Lines of the data that contain the word "Bernardes" are the ones to copy.
[[ Supplied information, beginning ]]
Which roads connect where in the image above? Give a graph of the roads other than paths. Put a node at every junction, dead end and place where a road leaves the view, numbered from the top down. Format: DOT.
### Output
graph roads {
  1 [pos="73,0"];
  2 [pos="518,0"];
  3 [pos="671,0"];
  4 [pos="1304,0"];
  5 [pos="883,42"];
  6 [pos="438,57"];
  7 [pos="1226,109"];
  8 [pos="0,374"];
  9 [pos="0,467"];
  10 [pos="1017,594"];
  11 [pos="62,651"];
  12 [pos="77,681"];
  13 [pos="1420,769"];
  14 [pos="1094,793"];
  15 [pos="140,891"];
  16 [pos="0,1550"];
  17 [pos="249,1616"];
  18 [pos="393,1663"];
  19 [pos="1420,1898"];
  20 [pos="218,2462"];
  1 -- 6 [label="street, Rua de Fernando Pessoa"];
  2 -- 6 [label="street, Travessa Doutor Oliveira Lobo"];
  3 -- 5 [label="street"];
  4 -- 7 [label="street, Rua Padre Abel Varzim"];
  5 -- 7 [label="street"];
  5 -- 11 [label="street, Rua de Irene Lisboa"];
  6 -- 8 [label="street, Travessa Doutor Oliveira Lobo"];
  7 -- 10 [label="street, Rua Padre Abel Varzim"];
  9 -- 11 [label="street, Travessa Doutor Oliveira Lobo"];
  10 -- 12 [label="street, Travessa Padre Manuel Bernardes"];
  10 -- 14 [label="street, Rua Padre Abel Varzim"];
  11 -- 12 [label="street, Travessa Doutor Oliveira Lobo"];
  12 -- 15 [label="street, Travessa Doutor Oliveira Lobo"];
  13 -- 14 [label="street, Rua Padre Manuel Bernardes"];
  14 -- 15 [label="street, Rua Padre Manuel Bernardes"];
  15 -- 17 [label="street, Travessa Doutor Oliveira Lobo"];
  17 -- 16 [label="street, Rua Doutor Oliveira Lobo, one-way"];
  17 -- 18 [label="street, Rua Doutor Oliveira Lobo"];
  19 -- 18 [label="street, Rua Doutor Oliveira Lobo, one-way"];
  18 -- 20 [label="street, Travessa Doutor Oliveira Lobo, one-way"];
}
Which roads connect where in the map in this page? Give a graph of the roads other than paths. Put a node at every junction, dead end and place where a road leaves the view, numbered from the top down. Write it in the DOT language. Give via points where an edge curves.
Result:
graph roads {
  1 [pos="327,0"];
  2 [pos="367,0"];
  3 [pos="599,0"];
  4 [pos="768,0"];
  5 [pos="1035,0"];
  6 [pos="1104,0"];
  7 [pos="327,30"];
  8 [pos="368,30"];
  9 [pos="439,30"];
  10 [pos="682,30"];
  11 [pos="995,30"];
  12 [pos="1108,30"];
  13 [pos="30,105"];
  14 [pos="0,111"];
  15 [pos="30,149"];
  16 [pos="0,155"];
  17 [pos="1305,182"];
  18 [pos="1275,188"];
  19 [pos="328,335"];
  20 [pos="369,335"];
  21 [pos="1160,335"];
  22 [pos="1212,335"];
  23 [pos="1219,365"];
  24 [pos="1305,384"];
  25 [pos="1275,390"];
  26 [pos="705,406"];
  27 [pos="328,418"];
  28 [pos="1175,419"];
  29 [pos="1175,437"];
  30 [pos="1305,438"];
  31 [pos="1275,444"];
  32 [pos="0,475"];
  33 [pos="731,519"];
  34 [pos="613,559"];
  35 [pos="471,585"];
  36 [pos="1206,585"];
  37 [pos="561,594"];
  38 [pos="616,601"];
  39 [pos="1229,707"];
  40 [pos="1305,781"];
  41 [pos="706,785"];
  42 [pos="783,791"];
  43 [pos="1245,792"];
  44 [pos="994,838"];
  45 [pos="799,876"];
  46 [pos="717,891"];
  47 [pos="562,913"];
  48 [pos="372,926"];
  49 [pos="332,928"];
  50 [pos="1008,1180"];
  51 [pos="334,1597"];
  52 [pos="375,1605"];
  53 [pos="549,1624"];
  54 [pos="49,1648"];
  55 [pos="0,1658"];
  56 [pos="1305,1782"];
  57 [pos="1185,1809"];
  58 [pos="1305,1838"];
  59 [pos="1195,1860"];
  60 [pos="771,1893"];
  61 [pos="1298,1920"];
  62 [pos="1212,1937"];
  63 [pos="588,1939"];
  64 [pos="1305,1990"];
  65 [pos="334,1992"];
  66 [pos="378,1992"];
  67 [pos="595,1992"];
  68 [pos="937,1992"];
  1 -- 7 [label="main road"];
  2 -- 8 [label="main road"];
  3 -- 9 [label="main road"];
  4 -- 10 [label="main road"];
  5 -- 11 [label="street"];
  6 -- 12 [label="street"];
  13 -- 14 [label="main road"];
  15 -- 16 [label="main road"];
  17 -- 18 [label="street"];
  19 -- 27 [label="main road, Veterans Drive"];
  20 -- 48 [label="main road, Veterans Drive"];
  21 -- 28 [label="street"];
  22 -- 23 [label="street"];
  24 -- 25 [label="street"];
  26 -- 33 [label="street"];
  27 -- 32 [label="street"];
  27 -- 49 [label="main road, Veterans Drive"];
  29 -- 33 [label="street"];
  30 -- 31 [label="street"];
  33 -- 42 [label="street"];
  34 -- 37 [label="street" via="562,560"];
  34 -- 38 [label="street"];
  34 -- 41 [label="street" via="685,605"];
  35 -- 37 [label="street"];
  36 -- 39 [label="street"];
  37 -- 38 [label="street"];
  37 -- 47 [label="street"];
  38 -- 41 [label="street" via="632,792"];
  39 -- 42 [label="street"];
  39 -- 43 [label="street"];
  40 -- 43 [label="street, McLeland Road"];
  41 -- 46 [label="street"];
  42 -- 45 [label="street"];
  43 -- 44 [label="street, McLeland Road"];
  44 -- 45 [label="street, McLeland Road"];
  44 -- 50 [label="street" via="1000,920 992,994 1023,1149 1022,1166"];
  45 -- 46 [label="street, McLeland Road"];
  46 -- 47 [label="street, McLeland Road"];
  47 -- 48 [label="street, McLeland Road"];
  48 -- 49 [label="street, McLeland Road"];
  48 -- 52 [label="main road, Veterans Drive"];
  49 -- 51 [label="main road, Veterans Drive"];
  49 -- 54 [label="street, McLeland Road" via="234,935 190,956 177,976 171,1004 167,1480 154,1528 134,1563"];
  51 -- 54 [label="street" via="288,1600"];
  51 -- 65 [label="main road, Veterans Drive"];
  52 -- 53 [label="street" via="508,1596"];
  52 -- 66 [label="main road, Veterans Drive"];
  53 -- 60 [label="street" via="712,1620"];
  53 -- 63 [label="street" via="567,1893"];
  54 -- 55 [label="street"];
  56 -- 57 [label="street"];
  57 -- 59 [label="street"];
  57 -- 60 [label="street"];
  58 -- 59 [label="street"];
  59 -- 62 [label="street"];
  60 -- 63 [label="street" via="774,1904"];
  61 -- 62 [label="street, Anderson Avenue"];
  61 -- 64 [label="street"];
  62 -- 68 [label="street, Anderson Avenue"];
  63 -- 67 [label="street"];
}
[[ Supplied information, end ]]
• [Output of the exercise]:
  10 -- 12 [label="street, Travessa Padre Manuel Bernardes"];
  13 -- 14 [label="street, Rua Padre Manuel Bernardes"];
  14 -- 15 [label="street, Rua Padre Manuel Bernardes"];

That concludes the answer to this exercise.